The Sierra From The West
Looking eastward from the summit of the Pacheco Pass one shining morning, a landscape was displayed that after all my wanderings still appears as the most beautiful I have ever beheld. At my feet lay the Great Central Valley of California, level and flowery, like a lake of pure sunshine, forty or fifty miles wide, five hundred miles long, one rich furred garden of yellow Compositoe. And from the eastern boundary of this vast golden flower−bed rose the mighty Sierra, miles in height, and so gloriously colored and so radiant, it seemed not clothed with light, but wholly composed of it, like the wall of some celestial city. Along the top and extending a good way down, was a rich pearl−gray belt of snow; below it a belt of blue and lark purple, marking the extension of the forests; and stretching long the base of the range a broad belt of rose−purple; all these colors, from the blue sky to the yellow valley smoothly blending as they do in a rainbow, making a wall of light ineffably fine. Then it seemed to me that the Sierra should be called, not the Nevada or Snowy Range, but the Range of Light. And after ten years of wandering and wondering in the heart of it, rejoicing in its glorious floods of light, the white beams of the morning streaming through the passes, the noonday radiance on the crystal rocks, the flush of the alpenglow, and the irised spray of countless waterfalls, it still seems above all others the Range of Light.

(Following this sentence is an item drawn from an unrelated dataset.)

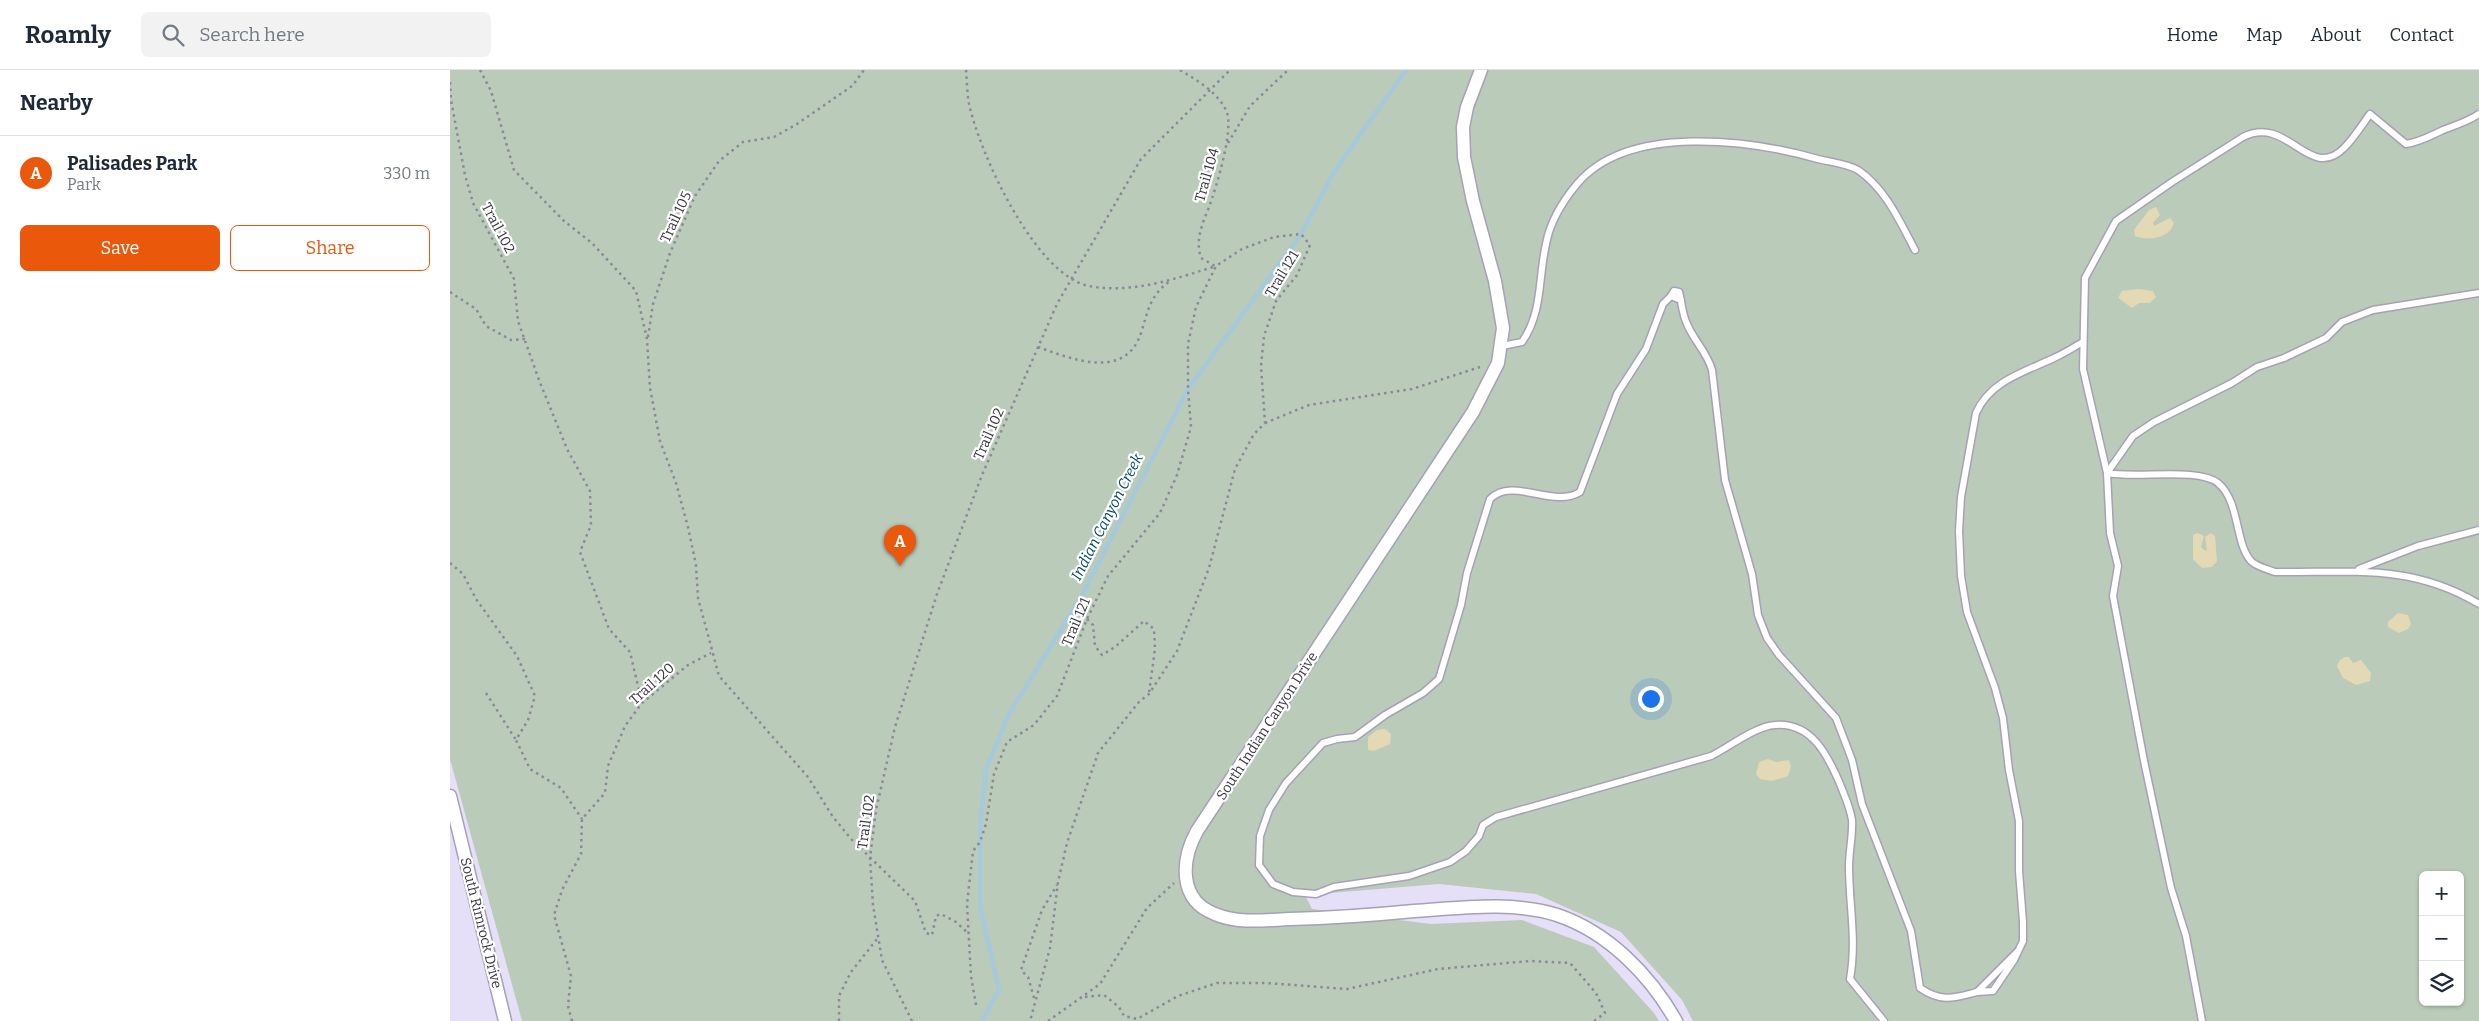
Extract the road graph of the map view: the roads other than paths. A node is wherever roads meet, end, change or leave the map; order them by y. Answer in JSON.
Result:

In general views no mark of man is visible upon it, nor any thing to suggest the wonderful depth and grandeur of its sculpture. None of its magnificent forest−crowned ridges seems to rise mud above the general level to publish its wealth. No great valley or river is seen, or group of well−marked features of any kind standing out as distinct pictures. Even the summit peaks, marshaled in glorious array so high in the sky, seem comparatively regular in form. Nevertheless the whole range five hundred miles long is furrowed with canyons 2000 to 5000 feet deep, in which once flowed majestic glaciers, and in which now flow and sing the bright rejoicing rivers.